The customers of non-domestic water retailers Yorkshire Water Business Services (YWBS) and Three Sixty, which are both part of the Kelda Group, have been bought by Business Stream for an undisclosed sum.
Scotland’s largest business water retailer says the move to acquire the customer base of the competitors will double its market share and “cement its position” as one of the top three retailers in the UK water market.
The acquisition is expected to take effect this summer, subject to regulatory approvals. It will see Business Stream manage water and wastewater services for around 140,000 new customers in the Yorkshire area.
Business Stream said it will work closely with Three Sixty and YWBS throughout an “extended transition period” to ensure that the experience is “seamless” for customers.
Several key account managers will also transfer to Business Stream as part of the deal to “maintain existing relationships and provide continuity of service” to the YWBS customers.
Business Stream previously doubled its customer base in 2016 when it acquired Southern Water’s non-domestic customers prior to the opening of the English retail water market on 1 April 2017.

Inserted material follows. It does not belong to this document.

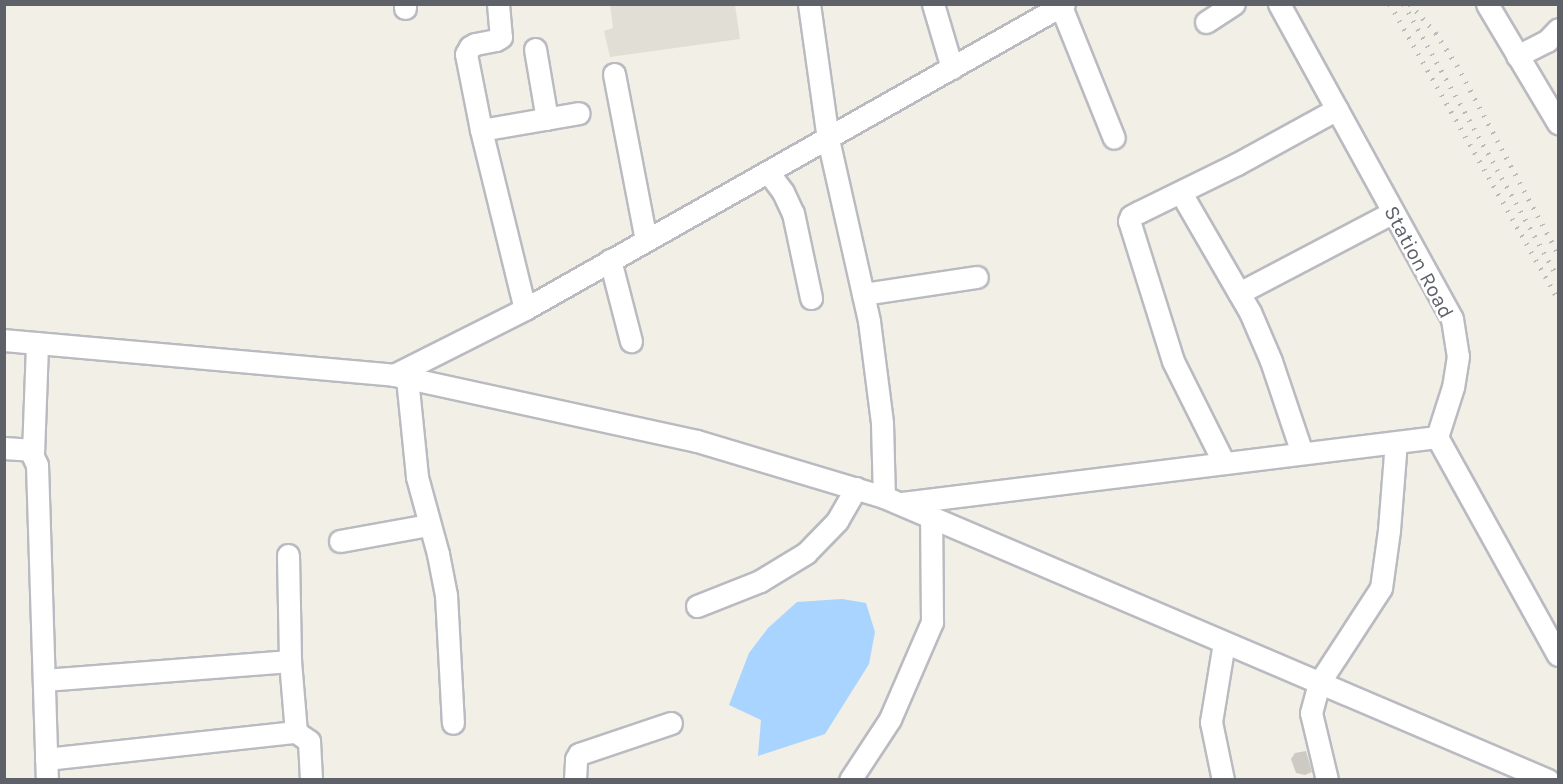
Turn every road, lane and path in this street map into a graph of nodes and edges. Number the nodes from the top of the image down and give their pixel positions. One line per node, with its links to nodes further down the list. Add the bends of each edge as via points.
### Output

The English market paved the way for 1.2 million businesses and public bodies in the country being able to choose their water supplier for the first time.
Business Stream described the latest acquisition as a “significant milestone” in its plans to grow its customer base and establish itself as one of the “biggest players” in the market.

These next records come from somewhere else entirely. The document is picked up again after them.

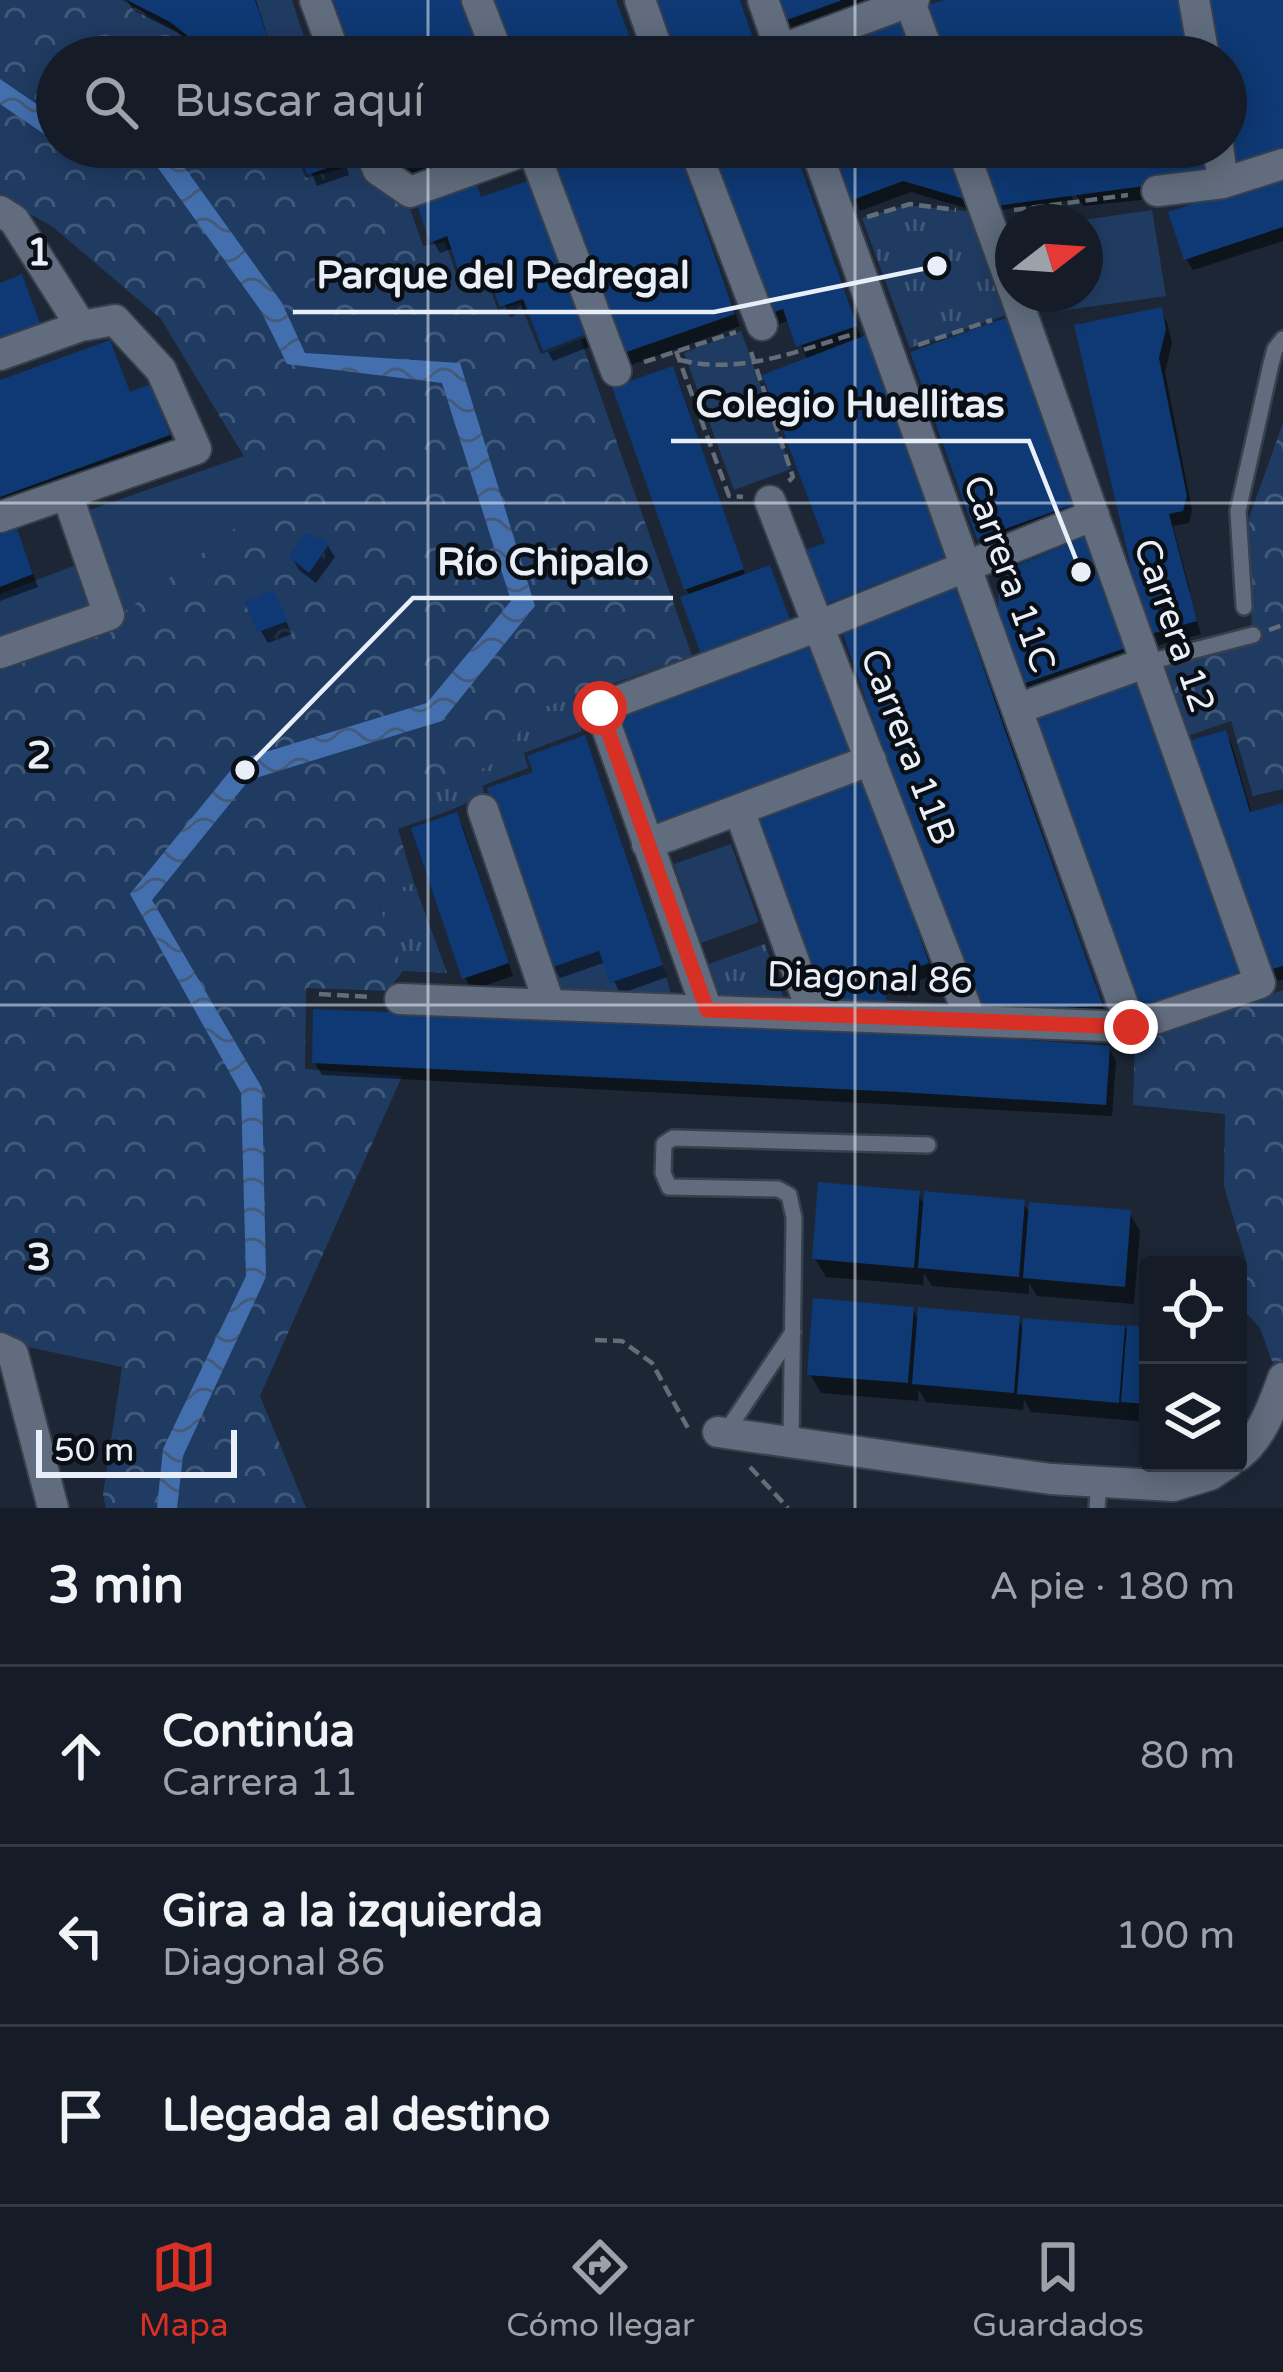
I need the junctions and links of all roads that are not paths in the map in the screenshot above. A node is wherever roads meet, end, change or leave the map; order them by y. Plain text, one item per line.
1 (314, 0) edge
2 (477, 0) edge
3 (640, 0) edge
4 (763, 0) edge
5 (911, 0) edge
6 (1194, 0) edge
7 (328, 36) edge
8 (491, 36) edge
9 (653, 36) edge
10 (771, 36) edge
11 (820, 36) edge
12 (922, 36) edge
13 (1195, 36) edge
14 (1283, 164) edge
15 (376, 168) edge
16 (476, 168) edge
17 (541, 168) edge
18 (701, 168) edge
19 (822, 168) edge
20 (970, 168) edge
21 (1221, 168) edge
22 (1223, 183) junction
23 (1157, 191) road end
24 (0, 212) edge
25 (995, 239) edge
26 (1021, 312) edge
27 (81, 326) junction
28 (753, 327) road end
29 (1283, 339) edge
30 (0, 355) edge
31 (616, 371) road end
32 (67, 494) junction
33 (770, 501) road end
34 (1094, 515) junction
35 (0, 518) edge
36 (965, 567) junction
37 (1244, 607) dead end
38 (820, 626) junction
39 (1252, 635) dead end
40 (0, 653) edge
41 (1145, 663) junction
42 (1017, 709) junction
43 (871, 760) junction
44 (484, 810) dead end
45 (739, 810) junction
46 (647, 844) junction
47 (400, 999) road end
48 (549, 1003) junction
49 (707, 1010) junction
50 (813, 1014) junction
51 (971, 1021) junction
52 (1131, 1027) junction
53 (928, 1145) dead end
54 (794, 1329) junction
55 (7, 1351) edge
56 (1283, 1378) edge
57 (722, 1433) joint
58 (791, 1442) junction
59 (1247, 1449) edge
60 (1214, 1472) edge
61 (1051, 1479) junction
62 (1098, 1495) edge
63 (52, 1508) edge
64 (1035, 1508) edge

1 - 7 street
2 - 8 street
3 - 9 street
4 - 10 street
5 - 11 street
5 - 12 street
6 - 13 street
14 - 22 street
15 - 16 street
17 - 31 street
18 - 28 street
19 - 36 street, Carrera 11C
20 - 25 street, Carrera 12
21 - 22 street
22 - 23 street
24 - 27 street
26 - 34 street, Carrera 12
27 - 30 street
27 - 32 street
29 - 37 lane
32 - 35 street
32 - 40 street
33 - 38 street, Carrera 11B
34 - 36 street
34 - 41 street, Carrera 12
36 - 38 street
36 - 42 street, Carrera 11C
38 - 43 street, Carrera 11B
38 - 46 street
39 - 41 lane
41 - 42 street
41 - 52 street, Carrera 12
42 - 52 street, Carrera 11C
43 - 45 street
43 - 51 street, Carrera 11B
44 - 48 street
45 - 46 street
45 - 50 street
46 - 49 street
47 - 48 street, Diagonal 86
48 - 49 street, Diagonal 86
49 - 50 street, Diagonal 86
50 - 51 street, Diagonal 86
51 - 52 street, Diagonal 86
53 - 54 lane
54 - 57 lane
54 - 58 lane
55 - 63 street
56 - 59 street
57 - 58 street
58 - 61 street
60 - 62 street
61 - 62 street
61 - 64 street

Yorkshire Water’s parent company Kelda Group launched Three Sixty in September 2016 in a bid to “refresh the water market”.
Robert Marrill, formerly a director at Kelda Group’s non-regulated business Kelda Water Services, was appointed managing director of the new company.
He stepped down just four months after the launch of the company and was succeeded by Nick Topham, former programme director for East Riding and Hull at Three Sixty’s sister company, Yorkshire Water.
In July last year, Yorkshire Water revealed its intention to sell off its business retail arm.
Jo Dow, Business Stream’s chief executive, said: “The opening of the English retail water market in 2017 created huge opportunities for Business Stream. As we look ahead to the future we recognise that scale will be an important factor, enabling us to deliver a more competitive service for our customers across the UK.
“We will use the experience we gained from the Southern acquisition to ensure that the transition is seamless for our existing and future customers, providing them with a market leading customer experience, and access to innovative services that reduce their costs, risks and environmental impact.
“As a specialist supplier, with over a decade of experience operating in a competitive water market, we know we are ideally placed to deliver these benefits for our customers.”
She added: “This acquisition will cement our position as one of the key players in the UK retail water market and help build a strong future for our staff and customers.”
Liz Barber, Yorkshire Water’s director of finance, regulation and markets said: “Business Stream has a strong track record of delivering excellent customer service and are very experienced in the market.
“We are confident that they will continue to provide customers with the same high level of service they have had from Yorkshire Water Business Services. We are working closely with Business Stream to deliver a smooth transition process for our customers.”